==== INPUT MATERIAL ====

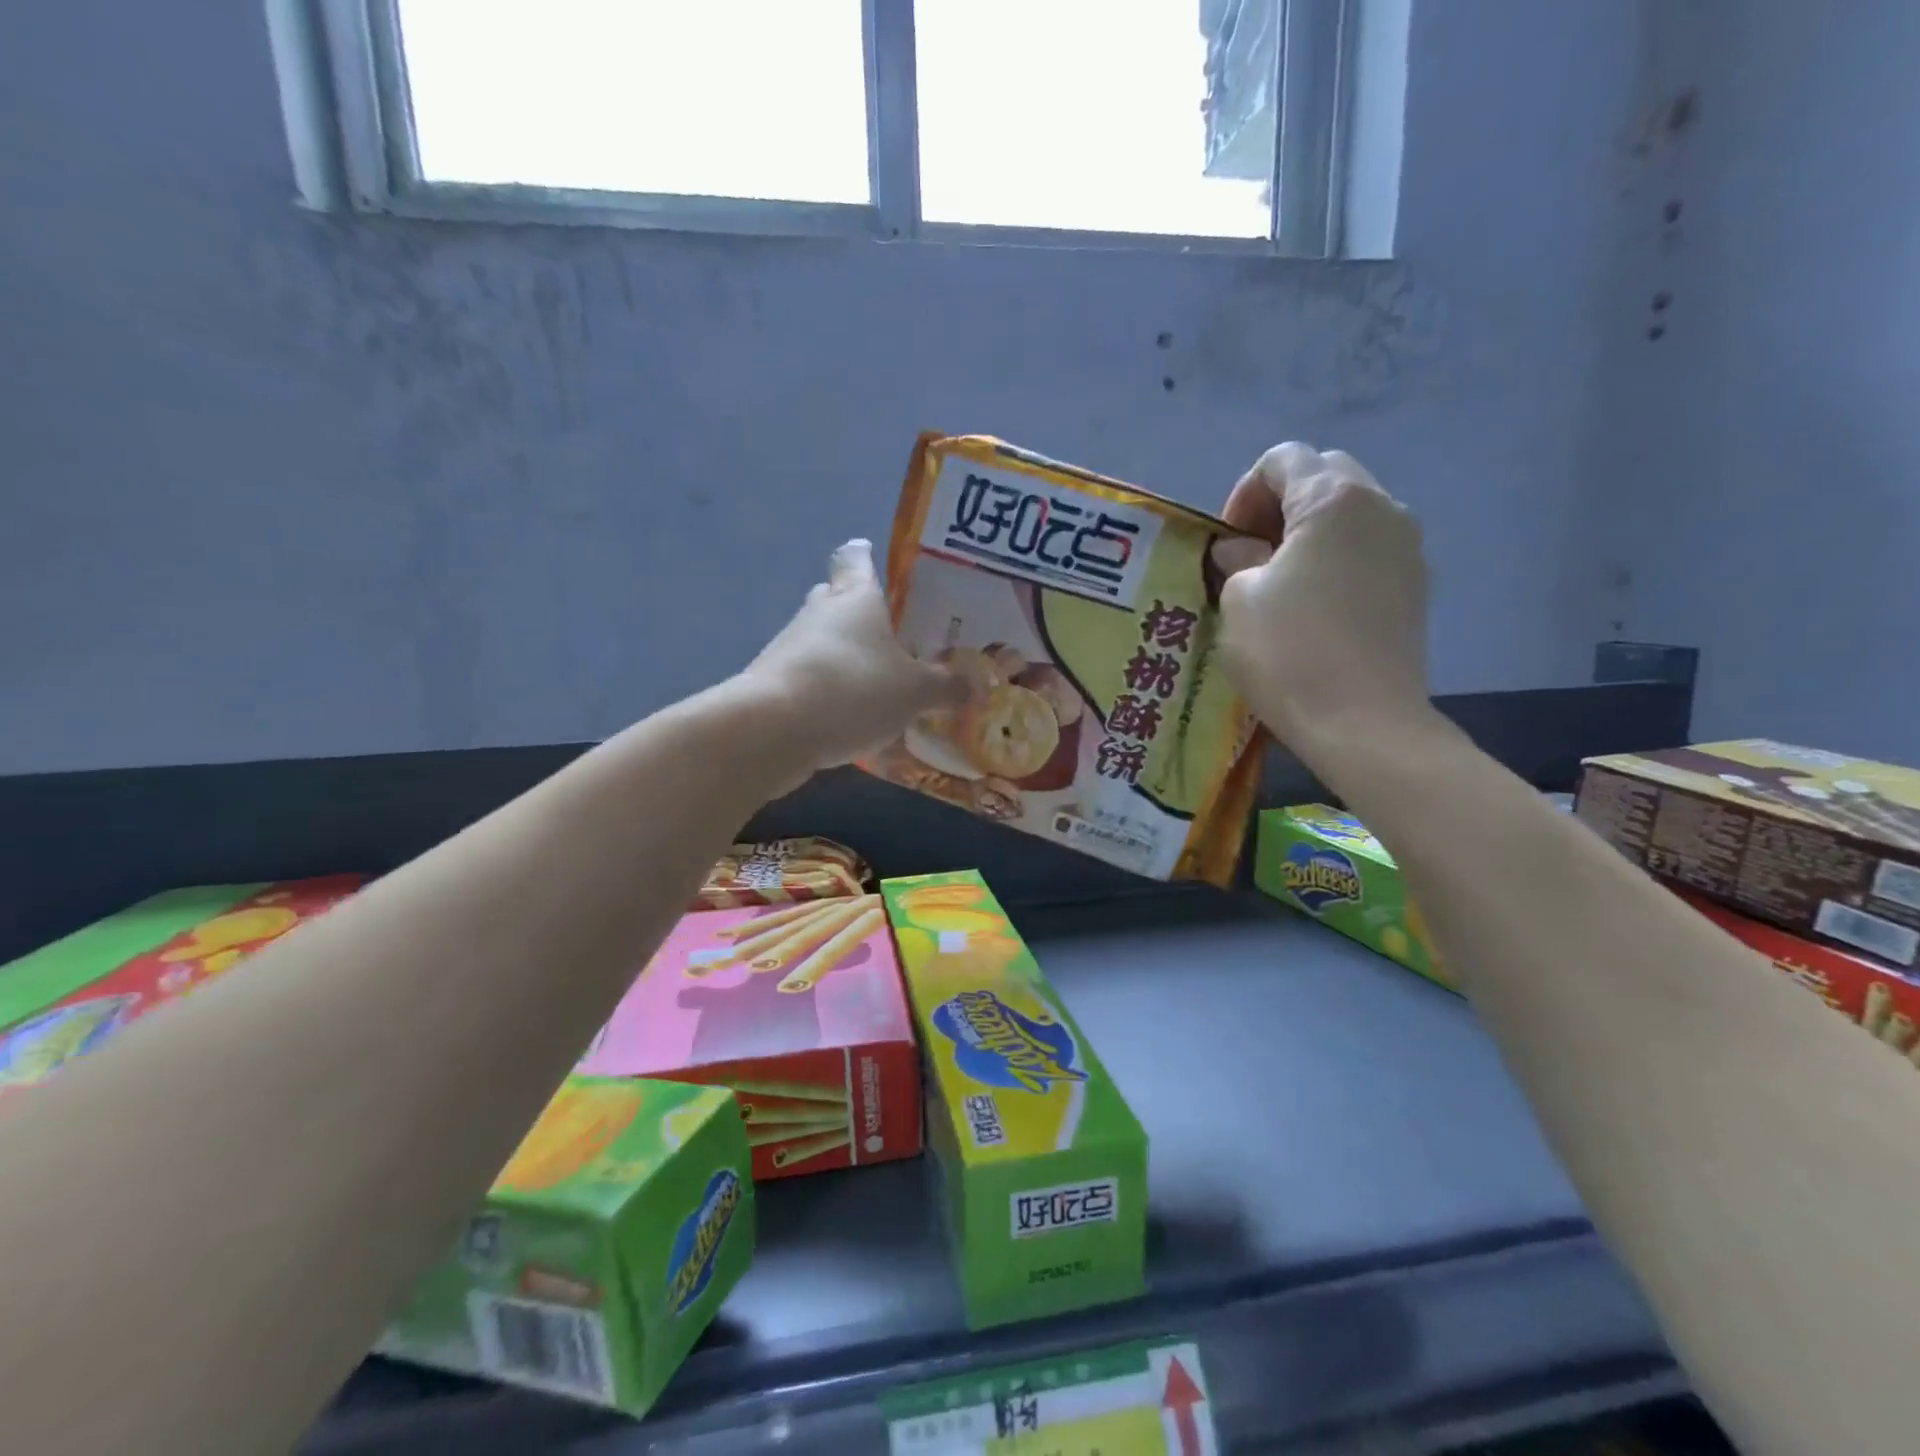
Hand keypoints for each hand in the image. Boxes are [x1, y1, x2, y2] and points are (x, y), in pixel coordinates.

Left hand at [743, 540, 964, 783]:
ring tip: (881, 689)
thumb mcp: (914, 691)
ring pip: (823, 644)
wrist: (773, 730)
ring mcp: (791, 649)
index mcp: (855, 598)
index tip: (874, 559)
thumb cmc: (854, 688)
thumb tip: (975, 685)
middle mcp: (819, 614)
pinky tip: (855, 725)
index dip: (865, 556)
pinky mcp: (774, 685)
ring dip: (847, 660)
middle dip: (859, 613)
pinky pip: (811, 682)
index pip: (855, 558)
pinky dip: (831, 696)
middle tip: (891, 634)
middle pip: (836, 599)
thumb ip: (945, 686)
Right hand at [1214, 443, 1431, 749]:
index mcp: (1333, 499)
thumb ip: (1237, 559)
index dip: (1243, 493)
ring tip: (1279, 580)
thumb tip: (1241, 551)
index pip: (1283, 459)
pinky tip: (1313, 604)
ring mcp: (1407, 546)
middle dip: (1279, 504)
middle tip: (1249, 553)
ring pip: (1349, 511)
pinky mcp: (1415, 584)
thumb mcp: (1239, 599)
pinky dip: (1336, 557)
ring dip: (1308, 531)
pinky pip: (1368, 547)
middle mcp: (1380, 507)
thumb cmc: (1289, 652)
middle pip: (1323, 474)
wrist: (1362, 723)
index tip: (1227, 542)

====

TASK DIRECTIONS: In the listing above, find every line with the word "ring" and copy it.

RESULT OF THIS EXERCISE:
ring tip: (881, 689)
ring pip: (823, 644)
ring mcp: (791, 649)
ring dip: (847, 660)
ring tip: (1279, 580)
ring mcp: (1407, 546)
ring pip: (1349, 511)
ring dip: (1308, 531)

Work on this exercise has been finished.